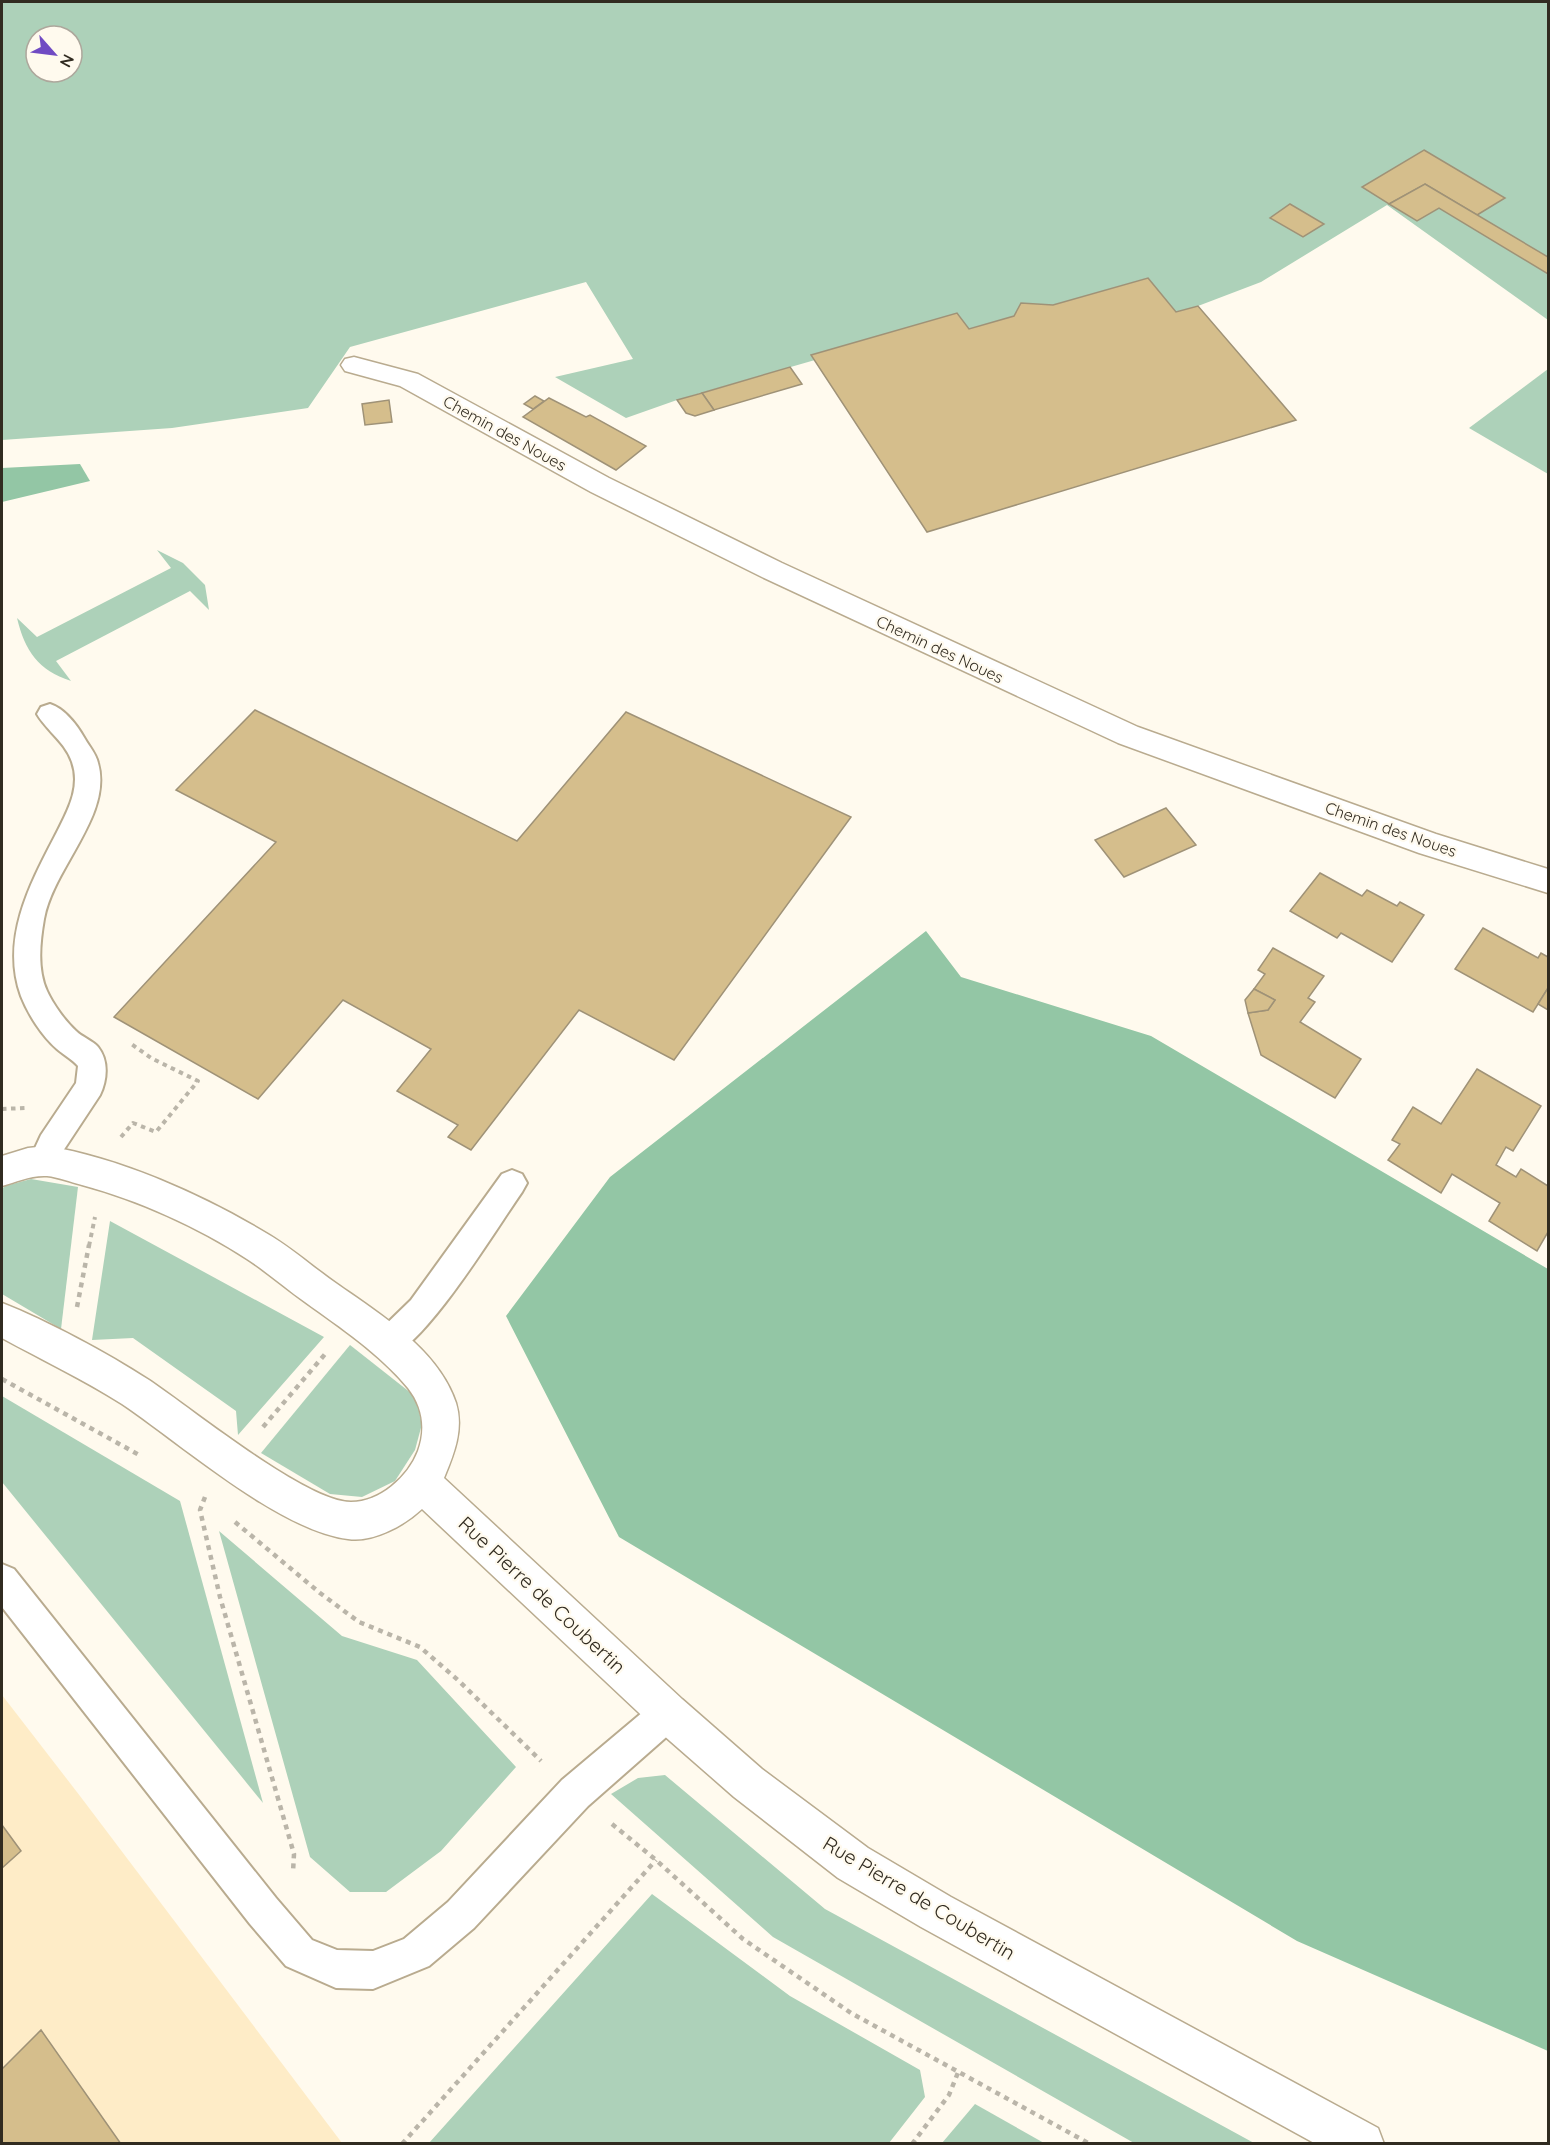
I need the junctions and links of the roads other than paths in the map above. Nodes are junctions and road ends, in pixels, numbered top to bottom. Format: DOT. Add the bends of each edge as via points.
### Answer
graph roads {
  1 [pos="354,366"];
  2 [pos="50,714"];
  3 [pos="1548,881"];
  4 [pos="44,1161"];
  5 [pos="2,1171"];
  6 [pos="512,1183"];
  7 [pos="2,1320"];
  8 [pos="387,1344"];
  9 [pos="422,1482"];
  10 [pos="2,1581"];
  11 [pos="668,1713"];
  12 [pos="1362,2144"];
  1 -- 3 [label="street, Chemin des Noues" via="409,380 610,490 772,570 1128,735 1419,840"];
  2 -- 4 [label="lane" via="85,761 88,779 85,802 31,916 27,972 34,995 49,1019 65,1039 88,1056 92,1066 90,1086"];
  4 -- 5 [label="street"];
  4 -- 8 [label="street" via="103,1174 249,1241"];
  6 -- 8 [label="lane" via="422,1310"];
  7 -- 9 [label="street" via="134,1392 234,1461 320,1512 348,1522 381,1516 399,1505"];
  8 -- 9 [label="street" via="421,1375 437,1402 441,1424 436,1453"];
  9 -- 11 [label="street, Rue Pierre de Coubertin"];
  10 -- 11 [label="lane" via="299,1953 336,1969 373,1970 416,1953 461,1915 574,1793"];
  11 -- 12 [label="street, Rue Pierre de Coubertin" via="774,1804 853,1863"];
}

==

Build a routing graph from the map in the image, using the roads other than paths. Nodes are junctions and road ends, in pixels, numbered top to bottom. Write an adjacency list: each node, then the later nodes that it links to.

> ACTION ITEM: In the listing above, find the lines holding the word "than" and copy them.

> WRITTEN RESPONSE:
I need the junctions and links of the roads other than paths in the map above. Nodes are junctions and road ends, in pixels, numbered top to bottom. Format: DOT. Add the bends of each edge as via points.
Build a routing graph from the map in the image, using the roads other than paths. Nodes are junctions and road ends, in pixels, numbered top to bottom. Write an adjacency list: each node, then the later nodes that it links to.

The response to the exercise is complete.